Water power is the combination of head and flow. Both must be present to produce electricity. In a typical hydro system water is diverted from a stream into a pipeline, where it is directed downhill and through the turbine (flow). The vertical drop (head) creates pressure at the bottom end of the pipeline. The pressurized water emerging from the end of the pipe creates the force that drives the turbine. More flow or more head produces more electricity. Electrical power output will always be slightly less than water power input due to turbine and system inefficiencies.
Head is water pressure, which is created by the difference in elevation between the water intake and the turbine. Head can be expressed as vertical distance ( meters). Net head is the pressure available at the turbine when water is flowing, which will always be less than the pressure when the water is turned off (static head), due to the friction between the water and the pipe. Pipeline diameter has an effect on net head.

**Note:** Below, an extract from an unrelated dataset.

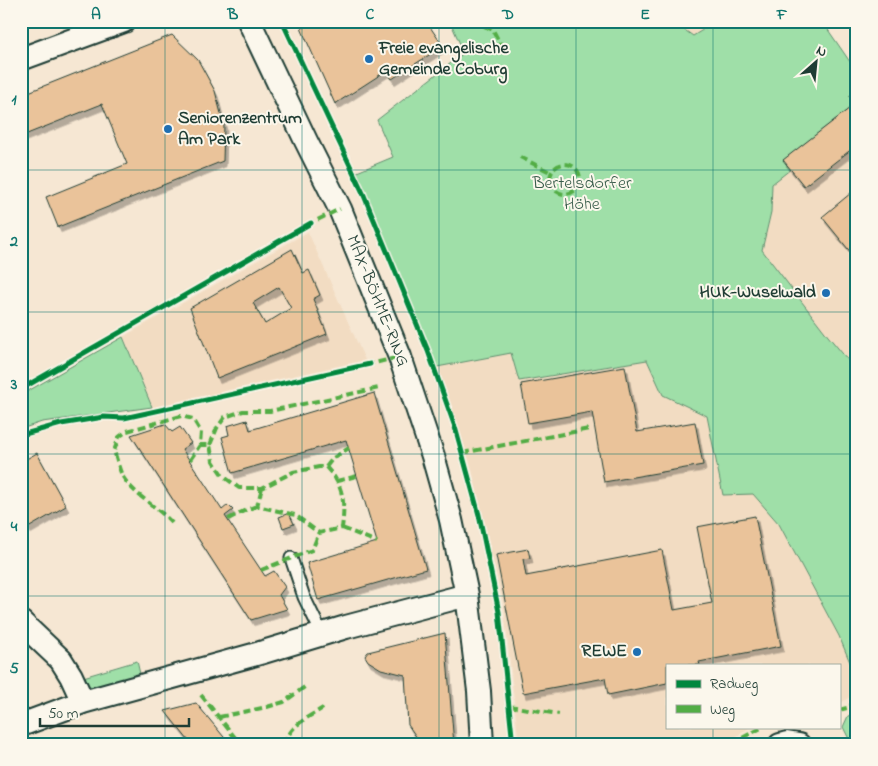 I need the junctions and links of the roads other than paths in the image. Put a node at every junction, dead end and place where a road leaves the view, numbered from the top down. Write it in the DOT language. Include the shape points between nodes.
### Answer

Flow is water quantity, and is expressed as "volume per time," such as cubic feet per second (cfs), or liters per minute (lpm). Design flow is the maximum flow for which your hydro system is designed. It will likely be less than the maximum flow of your stream (especially during the rainy season), more than your minimum flow, and a compromise between potential electrical output and system cost.
When is hydropower micro?
The definition of micro hydropower varies in different countries and can even include systems with a capacity of a few megawatts. In some cases up to a rated capacity of 300 kW is considered as Microhydro because this is about the maximum size for most stand alone hydro systems not connected to the grid, and suitable for "run-of-the-river" installations.
But, In general Micro hydro is a term used for hydroelectric power installations that typically produce 10 to 100 kW of power . They are often used in water rich areas as a Remote Area Power Supply (RAPS).
Classification of Hydropower by size
Large hydro |
More than 100 MW and usually feeding into a large
electricity grid |
Medium-hydro
|
15 - 100 MW - usually feeding a grid |
Small-hydro
|
1 - 15 MW - usually feeding into a grid |
Mini-hydro
|
Above 100 kW, but below 1 MW; either stand alone
schemes or more often feeding into the grid |
Micro-hydro |
From 5kW up to 100 kW; usually provided power for a small community or rural industry in |
Pico-hydro
|
From a few hundred watts up to 5kW |
|
|
Micro hydro is perhaps the most mature of the modern small-scale decentralized energy supply technologies used in developing countries. There are thought to be tens of thousands of plant in the “micro” range operating successfully in China[1], and significant numbers are operated in wide ranging countries such as Nepal, Sri Lanka, Pakistan, Vietnam and Peru. This experience shows that in certain circumstances micro hydro can be profitable in financial terms, while at others, even unprofitable plant can exhibit such strong positive impacts on the lives of poor people.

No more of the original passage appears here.